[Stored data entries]

****************************************

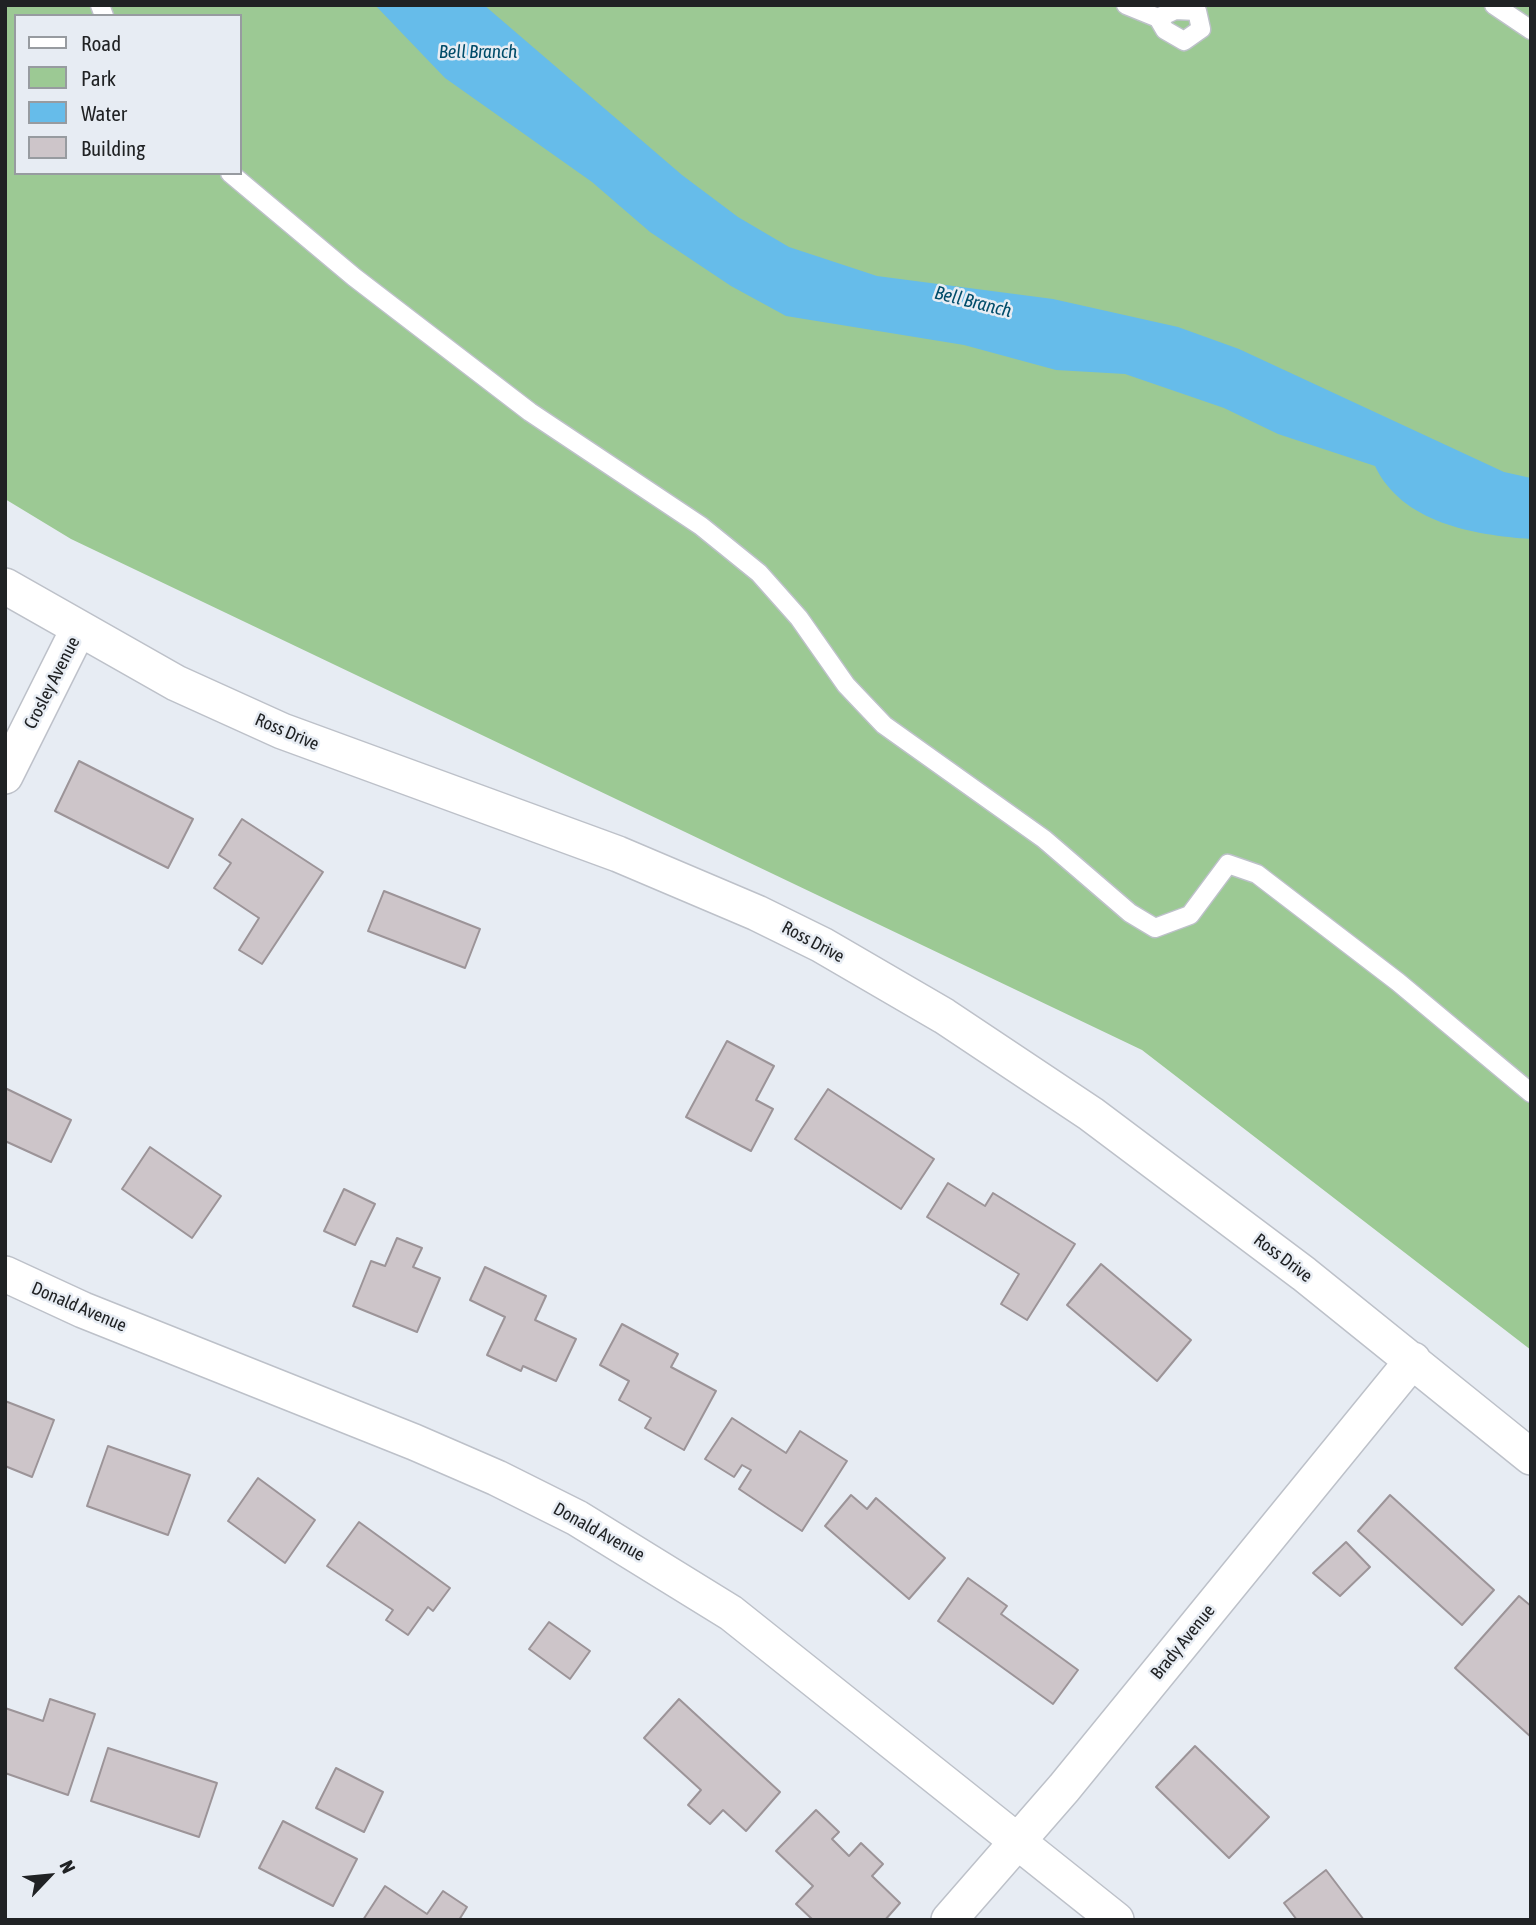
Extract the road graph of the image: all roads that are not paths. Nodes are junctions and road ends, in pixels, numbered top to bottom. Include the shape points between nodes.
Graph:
1 (1126, 5) edge
2 (1494, 5) edge
3 (1158, 18) dead end
4 (1531, 30) edge
5 (232, 175) edge
6 (5, 586) edge
7 (79, 628) junction
8 (5, 776) edge
9 (1531, 1093) edge
10 (5, 1274) edge
11 (1413, 1360) junction
12 (1531, 1457) edge
13 (1017, 1840) junction
14 (948, 1920) edge
15 (1116, 1920) edge

1 - 3 lane
2 - 4 lane
5 - 9 lane via 354,277 530,412 701,526 760,573 799,618 846,685 884,725 1044,839 1130,913 1155,928 1190,915 1228,864 1257,874 1398,982
6 - 7 street, Ross Drive
7 - 8 street, Crosley Avenue
7 - 11 street, Ross Drive via 176,682 282,731 618,854 822,945 944,1016 1091,1114
10 - 13 street, Donald Avenue via 83,1310 414,1442 577,1518 731,1613
11 - 12 street, Ross Drive
11 - 13 street, Brady Avenue
13 - 14 street, Brady Avenue
13 - 15 street, Donald Avenue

****************************************

*WHAT THE TASK ASKS*
I'd like every record above written out again exactly, without the pictures.

*RESULT OF THIS TASK*
Extract the road graph of the image: all roads that are not paths. Nodes are junctions and road ends, in pixels, numbered top to bottom. Include the shape points between nodes.
Graph:
1 (1126, 5) edge
2 (1494, 5) edge
3 (1158, 18) dead end
4 (1531, 30) edge
5 (232, 175) edge
6 (5, 586) edge
7 (79, 628) junction
8 (5, 776) edge
9 (1531, 1093) edge
10 (5, 1274) edge
11 (1413, 1360) junction
12 (1531, 1457) edge
13 (1017, 1840) junction
14 (948, 1920) edge
15 (1116, 1920) edge

1 - 3 lane
2 - 4 lane
5 - 9 lane via 354,277 530,412 701,526 760,573 799,618 846,685 884,725 1044,839 1130,913 1155,928 1190,915 1228,864 1257,874 1398,982
6 - 7 street, Ross Drive
7 - 8 street, Crosley Avenue
7 - 11 street, Ross Drive via 176,682 282,731 618,854 822,945 944,1016 1091,1114
10 - 13 street, Donald Avenue via 83,1310 414,1442 577,1518 731,1613
11 - 12 street, Ross Drive
11 - 13 street, Brady Avenue
13 - 14 street, Brady Avenue
13 - 15 street, Donald Avenue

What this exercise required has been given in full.